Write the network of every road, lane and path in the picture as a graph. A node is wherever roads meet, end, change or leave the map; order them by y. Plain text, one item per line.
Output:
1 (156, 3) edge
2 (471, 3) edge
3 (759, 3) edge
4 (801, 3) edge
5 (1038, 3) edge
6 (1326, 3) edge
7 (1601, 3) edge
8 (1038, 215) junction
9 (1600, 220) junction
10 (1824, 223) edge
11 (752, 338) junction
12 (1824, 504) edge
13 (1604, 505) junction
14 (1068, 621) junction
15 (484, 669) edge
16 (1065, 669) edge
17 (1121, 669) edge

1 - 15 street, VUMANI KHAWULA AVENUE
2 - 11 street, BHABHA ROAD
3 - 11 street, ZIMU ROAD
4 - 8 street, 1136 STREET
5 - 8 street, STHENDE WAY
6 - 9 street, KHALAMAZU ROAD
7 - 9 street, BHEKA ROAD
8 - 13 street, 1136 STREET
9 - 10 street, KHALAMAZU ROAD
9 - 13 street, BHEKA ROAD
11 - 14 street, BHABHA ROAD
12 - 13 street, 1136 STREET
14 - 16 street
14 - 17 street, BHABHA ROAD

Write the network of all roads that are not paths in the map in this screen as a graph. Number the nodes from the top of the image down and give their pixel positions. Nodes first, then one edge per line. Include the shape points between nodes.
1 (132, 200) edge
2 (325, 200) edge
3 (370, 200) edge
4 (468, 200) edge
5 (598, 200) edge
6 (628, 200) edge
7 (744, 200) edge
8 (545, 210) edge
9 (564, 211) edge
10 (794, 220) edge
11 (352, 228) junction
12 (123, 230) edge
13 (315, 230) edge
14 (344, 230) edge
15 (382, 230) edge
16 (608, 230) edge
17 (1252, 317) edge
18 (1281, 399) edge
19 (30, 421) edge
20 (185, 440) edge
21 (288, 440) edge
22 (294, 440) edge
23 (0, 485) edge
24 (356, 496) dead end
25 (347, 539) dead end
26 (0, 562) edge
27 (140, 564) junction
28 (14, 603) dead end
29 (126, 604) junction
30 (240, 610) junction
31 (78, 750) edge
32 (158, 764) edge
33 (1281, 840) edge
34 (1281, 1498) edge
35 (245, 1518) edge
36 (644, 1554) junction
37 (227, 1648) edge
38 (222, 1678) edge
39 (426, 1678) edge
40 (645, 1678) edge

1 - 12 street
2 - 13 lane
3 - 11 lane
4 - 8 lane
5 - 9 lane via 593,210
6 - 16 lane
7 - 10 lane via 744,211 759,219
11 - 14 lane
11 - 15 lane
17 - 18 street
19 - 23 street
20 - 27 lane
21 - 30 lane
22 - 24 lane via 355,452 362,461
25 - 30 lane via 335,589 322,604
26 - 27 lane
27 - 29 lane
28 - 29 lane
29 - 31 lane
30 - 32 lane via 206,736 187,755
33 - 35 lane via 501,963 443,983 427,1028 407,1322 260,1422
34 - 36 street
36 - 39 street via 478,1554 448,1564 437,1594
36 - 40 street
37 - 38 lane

+--

Exercise: Each line of the listing above that includes the word "roads" should be copied.

Completed exercise:
Write the network of every road, lane and path in the picture as a graph. A node is wherever roads meet, end, change or leave the map; order them by y. Plain text, one item per line.
Write the network of all roads that are not paths in the map in this screen as a graph. Number the nodes from the top of the image down and give their pixel positions. Nodes first, then one edge per line. Include the shape points between nodes.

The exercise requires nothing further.